Data records
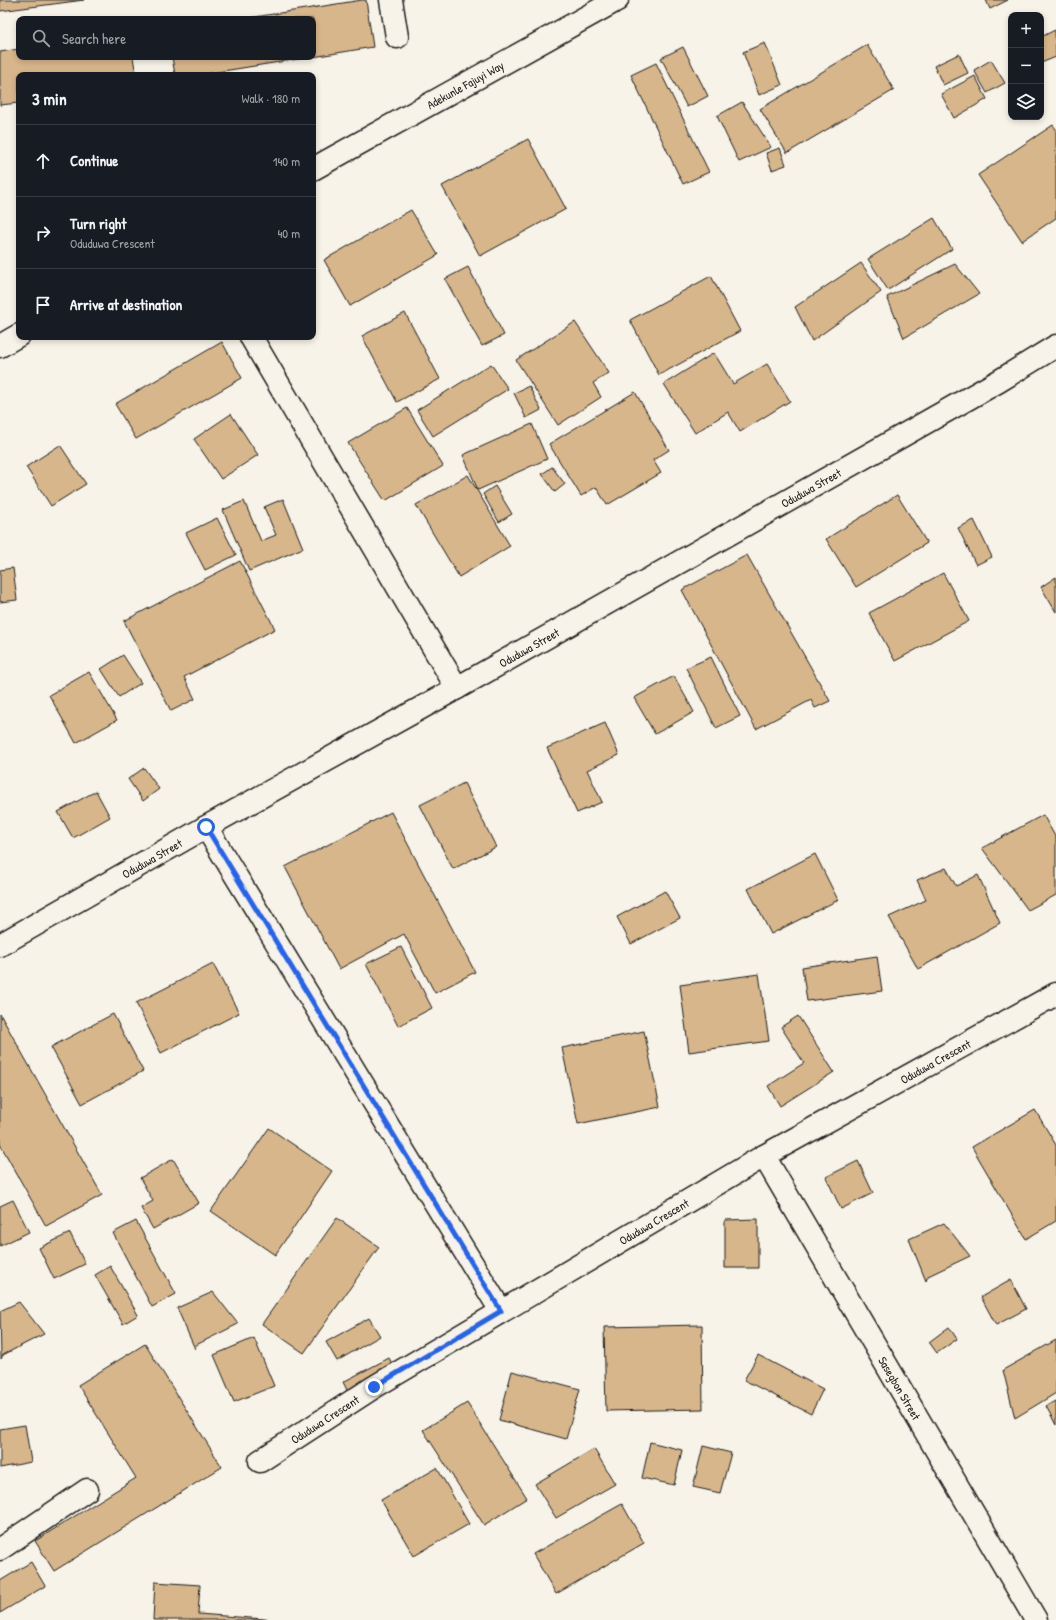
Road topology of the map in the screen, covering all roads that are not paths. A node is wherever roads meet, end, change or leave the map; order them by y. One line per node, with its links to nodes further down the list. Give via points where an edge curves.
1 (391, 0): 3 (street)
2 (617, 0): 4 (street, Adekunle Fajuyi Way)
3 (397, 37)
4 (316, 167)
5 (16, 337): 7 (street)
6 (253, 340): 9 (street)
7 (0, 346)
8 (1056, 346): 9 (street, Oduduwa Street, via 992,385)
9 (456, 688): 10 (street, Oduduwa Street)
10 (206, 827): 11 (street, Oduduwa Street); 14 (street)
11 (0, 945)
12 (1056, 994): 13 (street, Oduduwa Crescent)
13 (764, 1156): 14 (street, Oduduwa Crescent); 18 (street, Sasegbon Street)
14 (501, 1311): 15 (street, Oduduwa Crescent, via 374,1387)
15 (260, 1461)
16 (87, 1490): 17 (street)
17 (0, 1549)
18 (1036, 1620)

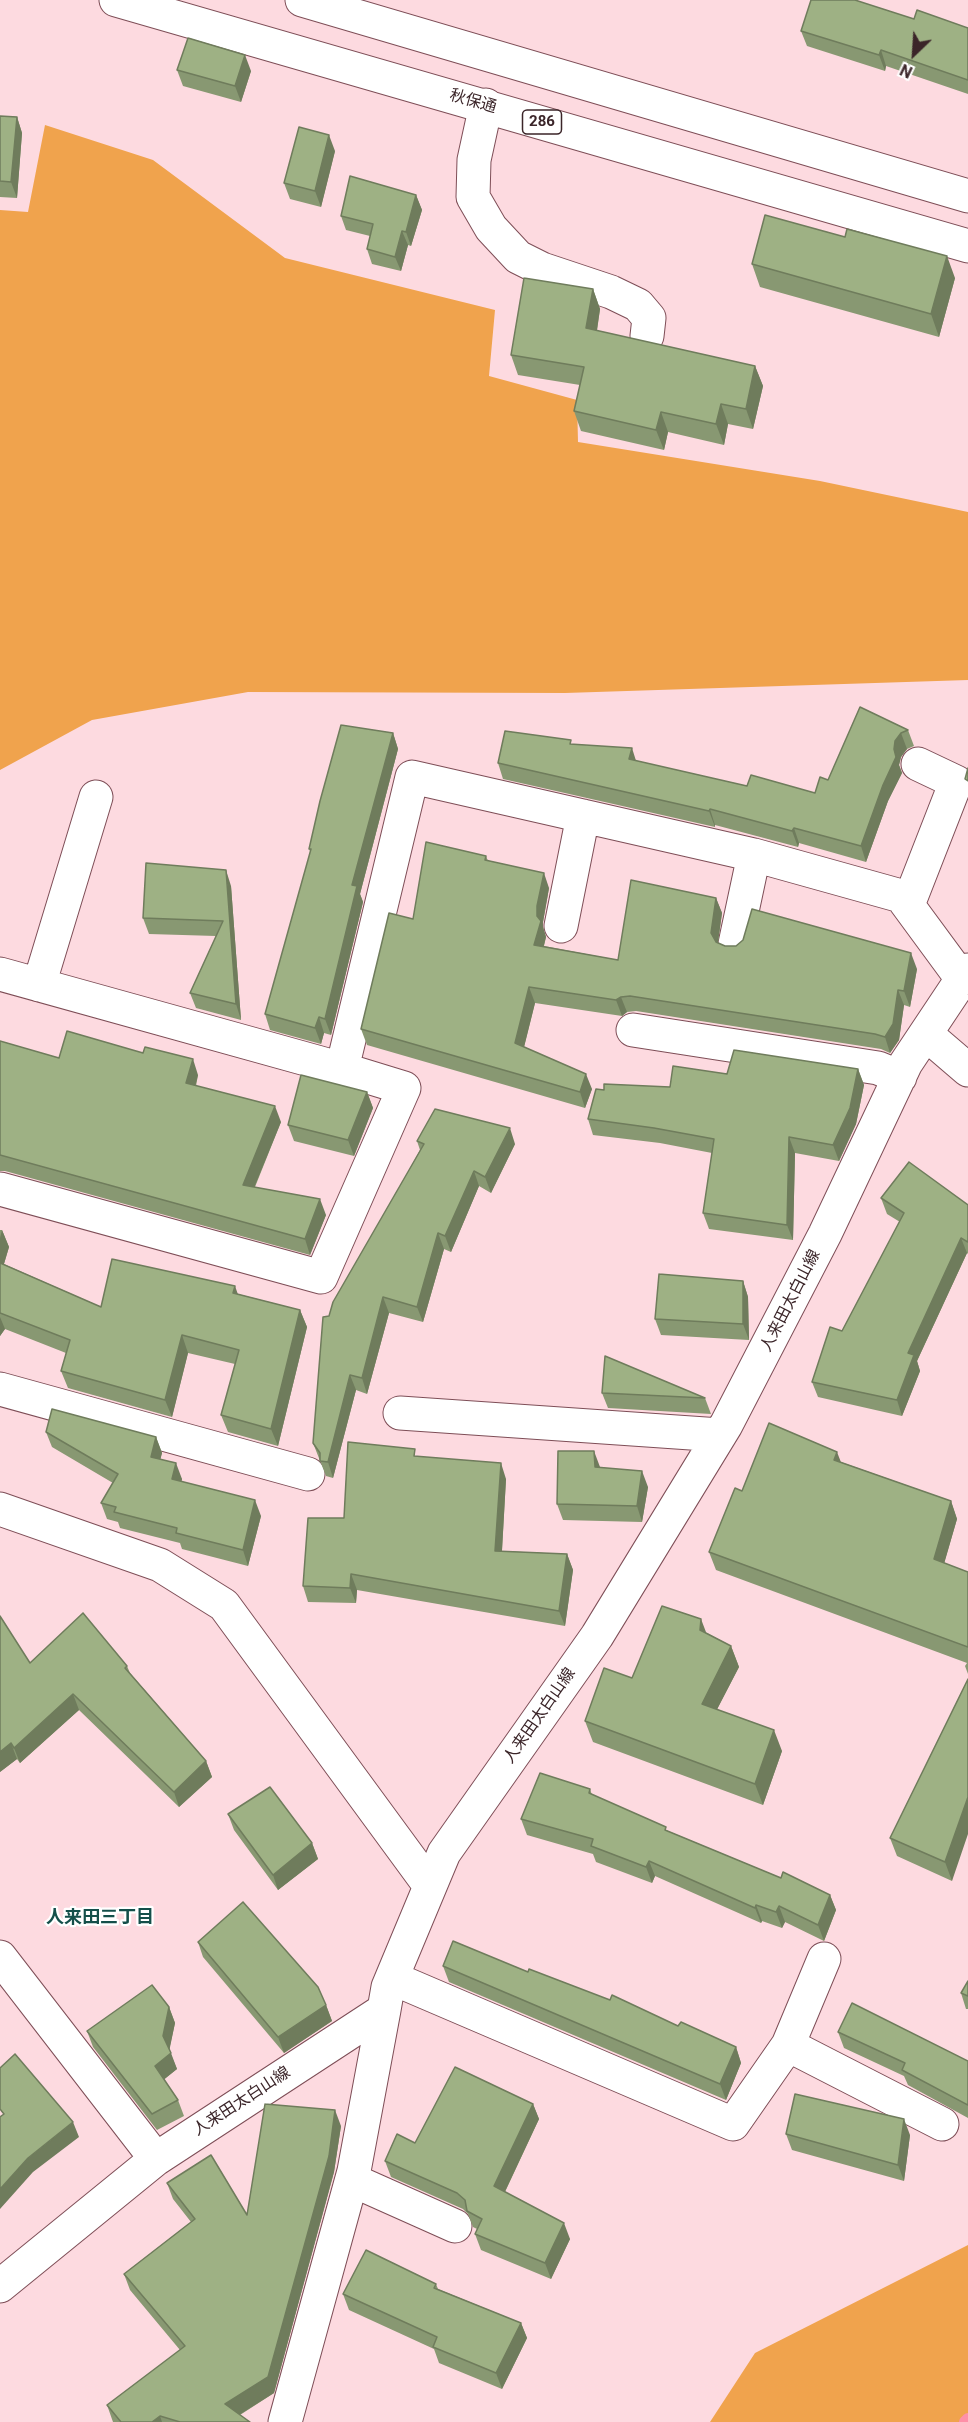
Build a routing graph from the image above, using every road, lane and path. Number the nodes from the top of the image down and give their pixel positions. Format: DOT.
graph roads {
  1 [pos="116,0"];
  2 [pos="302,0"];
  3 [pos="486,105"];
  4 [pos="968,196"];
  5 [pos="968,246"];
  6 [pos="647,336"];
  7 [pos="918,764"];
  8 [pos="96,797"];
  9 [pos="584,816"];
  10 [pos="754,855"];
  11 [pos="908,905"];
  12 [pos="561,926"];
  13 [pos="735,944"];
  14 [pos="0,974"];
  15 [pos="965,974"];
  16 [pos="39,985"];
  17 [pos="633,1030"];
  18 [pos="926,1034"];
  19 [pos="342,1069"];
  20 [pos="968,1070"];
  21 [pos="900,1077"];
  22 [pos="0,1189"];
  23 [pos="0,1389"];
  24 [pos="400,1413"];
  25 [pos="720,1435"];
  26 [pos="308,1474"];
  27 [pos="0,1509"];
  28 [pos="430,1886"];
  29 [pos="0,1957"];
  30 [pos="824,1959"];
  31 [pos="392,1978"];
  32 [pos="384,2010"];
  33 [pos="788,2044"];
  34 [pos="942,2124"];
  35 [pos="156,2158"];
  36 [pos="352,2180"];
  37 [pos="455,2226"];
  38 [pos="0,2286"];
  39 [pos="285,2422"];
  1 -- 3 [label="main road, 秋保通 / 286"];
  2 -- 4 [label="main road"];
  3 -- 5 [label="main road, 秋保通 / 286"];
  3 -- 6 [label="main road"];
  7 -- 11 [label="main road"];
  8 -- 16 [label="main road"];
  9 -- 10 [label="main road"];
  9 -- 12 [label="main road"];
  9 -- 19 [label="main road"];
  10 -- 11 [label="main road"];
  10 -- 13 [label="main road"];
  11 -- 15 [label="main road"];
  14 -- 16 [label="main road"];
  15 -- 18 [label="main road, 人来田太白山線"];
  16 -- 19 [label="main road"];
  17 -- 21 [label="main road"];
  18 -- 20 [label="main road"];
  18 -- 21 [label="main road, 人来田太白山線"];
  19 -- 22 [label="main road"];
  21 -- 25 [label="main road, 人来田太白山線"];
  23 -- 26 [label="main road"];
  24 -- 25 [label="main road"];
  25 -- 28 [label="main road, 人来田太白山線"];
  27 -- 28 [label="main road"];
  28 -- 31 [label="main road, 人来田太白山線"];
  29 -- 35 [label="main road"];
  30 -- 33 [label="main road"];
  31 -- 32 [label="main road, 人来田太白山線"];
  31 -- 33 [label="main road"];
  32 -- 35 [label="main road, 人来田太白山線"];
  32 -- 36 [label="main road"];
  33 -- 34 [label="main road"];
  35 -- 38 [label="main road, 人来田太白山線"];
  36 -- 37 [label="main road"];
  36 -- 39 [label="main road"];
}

▸ **The task**: Return the records above in their entirety, word for word, with the pictures removed.

▸ **Output of the exercise**:
Road topology of the map in the screen, covering all roads that are not paths. A node is wherever roads meet, end, change or leave the map; order them by y. One line per node, with its links to nodes further down the list. Give via points where an edge curves.
1 (391, 0): 3 (street)
2 (617, 0): 4 (street, Adekunle Fajuyi Way)
3 (397, 37)
4 (316, 167)
5 (16, 337): 7 (street)
6 (253, 340): 9 (street)
7 (0, 346)
8 (1056, 346): 9 (street, Oduduwa Street, via 992,385)
9 (456, 688): 10 (street, Oduduwa Street)
10 (206, 827): 11 (street, Oduduwa Street); 14 (street)
11 (0, 945)
12 (1056, 994): 13 (street, Oduduwa Crescent)
13 (764, 1156): 14 (street, Oduduwa Crescent); 18 (street, Sasegbon Street)
14 (501, 1311): 15 (street, Oduduwa Crescent, via 374,1387)
15 (260, 1461)
16 (87, 1490): 17 (street)
17 (0, 1549)
18 (1036, 1620)

Build a routing graph from the image above, using every road, lane and path. Number the nodes from the top of the image down and give their pixel positions. Format: DOT.
graph roads {
  1 [pos="116,0"];
  2 [pos="302,0"];
  3 [pos="486,105"];
  4 [pos="968,196"];
  5 [pos="968,246"];
  6 [pos="647,336"];
  7 [pos="918,764"];
  8 [pos="96,797"];
  9 [pos="584,816"];
  10 [pos="754,855"];
  11 [pos="908,905"];
  12 [pos="561,926"];
  13 [pos="735,944"];
  14 [pos="0,974"];
  15 [pos="965,974"];
  16 [pos="39,985"];
  17 [pos="633,1030"];
  18 [pos="926,1034"];
  19 [pos="342,1069"];
  20 [pos="968,1070"];
  21 [pos="900,1077"];
  22 [pos="0,1189"];
  23 [pos="0,1389"];
  24 [pos="400,1413"];
  25 [pos="720,1435"];
  26 [pos="308,1474"];
  27 [pos="0,1509"];
  28 [pos="430,1886"];
  29 [pos="0,1957"];
  30 [pos="824,1959"];
  31 [pos="392,1978"];
  32 [pos="384,2010"];
  33 [pos="788,2044"];
  34 [pos="942,2124"];
  35 [pos="156,2158"];
  36 [pos="352,2180"];
  37 [pos="455,2226"];
  38 [pos="0,2286"];
  39 [pos="285,2422"];
  1 -- 3 [label="main road, 秋保通 / 286"];
  2 -- 4 [label="main road"];
  3 -- 5 [label="main road, 秋保通 / 286"];
  3 -- 6 [label="main road"];
  7 -- 11 [label="main road"];
  8 -- 16 [label="main road"];
  9 -- 10 [label="main road"];
  9 -- 12 [label="main road"];
  9 -- 19 [label="main road"];
  10 -- 11 [label="main road"];
  10 -- 13 [label="main road"];
  11 -- 15 [label="main road"];
  14 -- 16 [label="main road"];
  15 -- 18 [label="main road, 人来田太白山線"];
  16 -- 19 [label="main road"];
  17 -- 21 [label="main road"];
  18 -- 20 [label="main road"];
  18 -- 21 [label="main road, 人来田太白山線"];
  19 -- 22 [label="main road"];
  21 -- 25 [label="main road, 人来田太白山線"];
  23 -- 26 [label="main road"];
  24 -- 25 [label="main road"];
  25 -- 28 [label="main road, 人来田太白山線"];
  27 -- 28 [label="main road"];
  28 -- 31 [label="main road, 人来田太白山線"];
  29 -- 35 [label="main road"];
  30 -- 33 [label="main road"];
  31 -- 32 [label="main road, 人来田太白山線"];
  31 -- 33 [label="main road"];
  32 -- 35 [label="main road, 人来田太白山線"];
  32 -- 36 [label="main road"];
  33 -- 34 [label="main road"];
  35 -- 38 [label="main road, 人来田太白山線"];
  36 -- 37 [label="main road"];
  36 -- 39 [label="main road"];
}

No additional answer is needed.